I solved the problem. The data_ready signal in the if condition is coming from a faster clock domain, so I put it first into a register before the if condition then it worked fine. But I am not sure why this was happening because this signal is just a flag set to high til the slow clock domain reads it and set it back to low. So why would it affect only the state signal and not the output signal ?!
 

reading a signal in an unrelated clock domain will always be dangerous. you risk getting metastable values. you should always at least double register the crossing.

but again, without code, its difficult to see what you're talking about.
 

reading a signal in an unrelated clock domain will always be dangerous. you risk getting metastable values. you should always at least double register the crossing.
Besides causing metastable states, there's a more likely case, that the input event is just sampled at different clock edges by different register, caused by routing delay skew. To quantify the probability, we can assume up to ns delay skew and ps (or sub ps) range metastability windows.

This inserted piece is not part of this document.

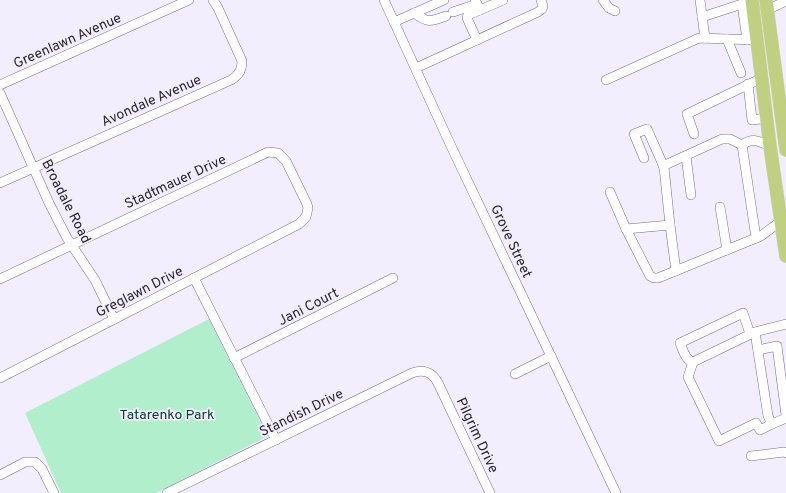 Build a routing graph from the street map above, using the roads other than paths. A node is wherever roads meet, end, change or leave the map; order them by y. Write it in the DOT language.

As a special point, each bit of counter will be sampled separately, so combinations of the previous state and "001" can occur as well.
 

Yes it is causing me lots of problems. The fast clock domain(100MHz) is performing fast calculations on ADC data. Then it sends the results to the SPI module(slow clock domain 1MHz) to be sent to a µC.

The faster module detects the rising edge of the flag (results are ready) and then sets data_ready to SPI high. When the SPI reads the data, it sends back to the faster module SPI_done signal to set data_ready to low again. This ensures that SPI has detected the flag and read the data.
Code:
		if BUSY = '1' and delayed_BUSY = '0' then
  			data_ready <= '1';                                        
  		end if;                                                            
  		                                                                   
  		if SPI_done = '1' then                      
  			data_ready <= '0';                                        
  		end if;

The SPI sends the 3-byte data, one byte at a time as follows:

Code:
case state is 

when setup => 

         if data_ready = '1' and start_counter = "000" then	
		data_out<= x"41";
		bit_counter <= 7;
		state  <= WRITE ;
		return_state=SETUP;
		start_counter <= "001";		
		SPI_done <='1';
	end if;

	if start_counter = "001" then	
		data_out<= data_max_filter(7 downto 0);
		bit_counter <= 7;
		state  <= WRITE ;
		return_state<= SETUP;
		start_counter <= "010";	
		SPI_done <='0';
	end if;

	if start_counter = "010" then 
		data_out<= data_max_filter(15 downto 8);
		state  <= WRITE ;
		return_state<= INIT;
		start_counter <= "000";
	end if;

when WRITE =>
		if (bit_counter = 0) then
			state <= return_state;
		else
			bit_counter <= bit_counter - 1;
			data_out <= data_out(6 downto 0) & '1';
		end if;

So what happened is instead of going after the first if condition to state WRITE, it stayed in state SETUP for one more clock cycle and accessed the second if condition because counter is now "001" then it went to state WRITE. So sometimes the first byte was missing in the µC.